» WHAT YOU NEED TO DO
Pull every line with "Жасминовая" from the data below and copy it.

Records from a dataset
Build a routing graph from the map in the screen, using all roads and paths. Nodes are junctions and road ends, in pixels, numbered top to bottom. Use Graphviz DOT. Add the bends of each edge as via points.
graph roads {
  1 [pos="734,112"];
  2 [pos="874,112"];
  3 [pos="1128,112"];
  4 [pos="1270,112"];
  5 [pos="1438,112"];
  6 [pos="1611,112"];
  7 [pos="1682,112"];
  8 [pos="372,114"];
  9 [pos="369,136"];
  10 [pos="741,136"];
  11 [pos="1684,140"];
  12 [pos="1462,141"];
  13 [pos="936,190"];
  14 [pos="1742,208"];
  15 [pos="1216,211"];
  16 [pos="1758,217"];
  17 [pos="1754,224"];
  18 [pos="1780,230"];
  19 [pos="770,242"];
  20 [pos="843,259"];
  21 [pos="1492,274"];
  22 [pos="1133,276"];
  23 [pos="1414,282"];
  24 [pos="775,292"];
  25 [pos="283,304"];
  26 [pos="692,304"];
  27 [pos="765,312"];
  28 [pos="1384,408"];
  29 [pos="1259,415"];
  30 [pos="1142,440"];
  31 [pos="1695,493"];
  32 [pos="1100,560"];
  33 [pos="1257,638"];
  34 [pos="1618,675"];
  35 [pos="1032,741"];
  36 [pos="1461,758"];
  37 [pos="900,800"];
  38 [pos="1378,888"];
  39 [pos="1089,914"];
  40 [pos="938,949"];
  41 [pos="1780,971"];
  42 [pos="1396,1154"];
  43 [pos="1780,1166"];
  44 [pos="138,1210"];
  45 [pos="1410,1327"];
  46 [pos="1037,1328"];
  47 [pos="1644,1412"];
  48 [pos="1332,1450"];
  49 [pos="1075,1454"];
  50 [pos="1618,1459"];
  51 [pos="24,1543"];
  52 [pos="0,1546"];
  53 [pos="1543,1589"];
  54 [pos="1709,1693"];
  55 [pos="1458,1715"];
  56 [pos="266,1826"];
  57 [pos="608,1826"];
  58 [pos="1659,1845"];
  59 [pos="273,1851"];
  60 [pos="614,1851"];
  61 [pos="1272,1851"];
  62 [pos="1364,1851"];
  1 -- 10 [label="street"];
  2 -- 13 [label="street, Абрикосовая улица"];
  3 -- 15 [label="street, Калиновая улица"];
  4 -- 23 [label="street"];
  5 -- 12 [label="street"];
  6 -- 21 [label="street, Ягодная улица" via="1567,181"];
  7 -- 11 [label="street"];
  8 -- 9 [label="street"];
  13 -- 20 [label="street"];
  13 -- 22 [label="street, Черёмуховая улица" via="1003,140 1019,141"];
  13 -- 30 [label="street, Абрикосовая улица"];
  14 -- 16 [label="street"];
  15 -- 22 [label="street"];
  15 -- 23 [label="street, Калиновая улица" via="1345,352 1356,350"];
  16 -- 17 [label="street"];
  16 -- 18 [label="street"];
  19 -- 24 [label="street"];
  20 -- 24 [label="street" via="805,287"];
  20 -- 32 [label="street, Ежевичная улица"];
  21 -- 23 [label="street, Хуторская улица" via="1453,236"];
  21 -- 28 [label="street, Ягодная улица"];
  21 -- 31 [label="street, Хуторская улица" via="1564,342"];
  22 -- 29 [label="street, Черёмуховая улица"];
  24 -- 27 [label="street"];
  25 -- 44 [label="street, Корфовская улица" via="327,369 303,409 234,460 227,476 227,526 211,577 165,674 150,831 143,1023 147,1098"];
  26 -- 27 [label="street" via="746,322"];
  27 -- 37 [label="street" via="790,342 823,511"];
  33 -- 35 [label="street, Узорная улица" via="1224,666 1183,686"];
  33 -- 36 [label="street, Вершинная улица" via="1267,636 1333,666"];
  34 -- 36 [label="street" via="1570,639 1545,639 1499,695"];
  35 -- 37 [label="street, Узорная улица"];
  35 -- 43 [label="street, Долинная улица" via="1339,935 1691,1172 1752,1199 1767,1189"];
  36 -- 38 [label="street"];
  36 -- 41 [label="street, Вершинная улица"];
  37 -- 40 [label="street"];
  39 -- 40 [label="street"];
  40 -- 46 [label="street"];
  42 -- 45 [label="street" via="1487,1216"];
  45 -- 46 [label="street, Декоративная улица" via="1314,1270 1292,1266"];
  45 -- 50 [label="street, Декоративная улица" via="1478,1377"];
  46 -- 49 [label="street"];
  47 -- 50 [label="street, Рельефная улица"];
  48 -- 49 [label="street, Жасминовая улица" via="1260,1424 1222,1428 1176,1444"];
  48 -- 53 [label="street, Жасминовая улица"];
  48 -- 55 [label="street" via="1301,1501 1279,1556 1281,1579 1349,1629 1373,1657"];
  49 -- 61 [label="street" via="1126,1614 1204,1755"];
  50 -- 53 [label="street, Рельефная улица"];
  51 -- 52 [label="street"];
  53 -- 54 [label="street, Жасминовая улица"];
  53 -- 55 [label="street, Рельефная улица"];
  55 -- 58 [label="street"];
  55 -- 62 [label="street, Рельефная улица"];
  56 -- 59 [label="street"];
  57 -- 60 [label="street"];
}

» RESPONSE AREA
  48 -- 49 [label="street, Жасминовая улица" via="1260,1424 1222,1428 1176,1444"];
  48 -- 53 [label="street, Жасминовая улица"];
  53 -- 54 [label="street, Жасминовая улица"];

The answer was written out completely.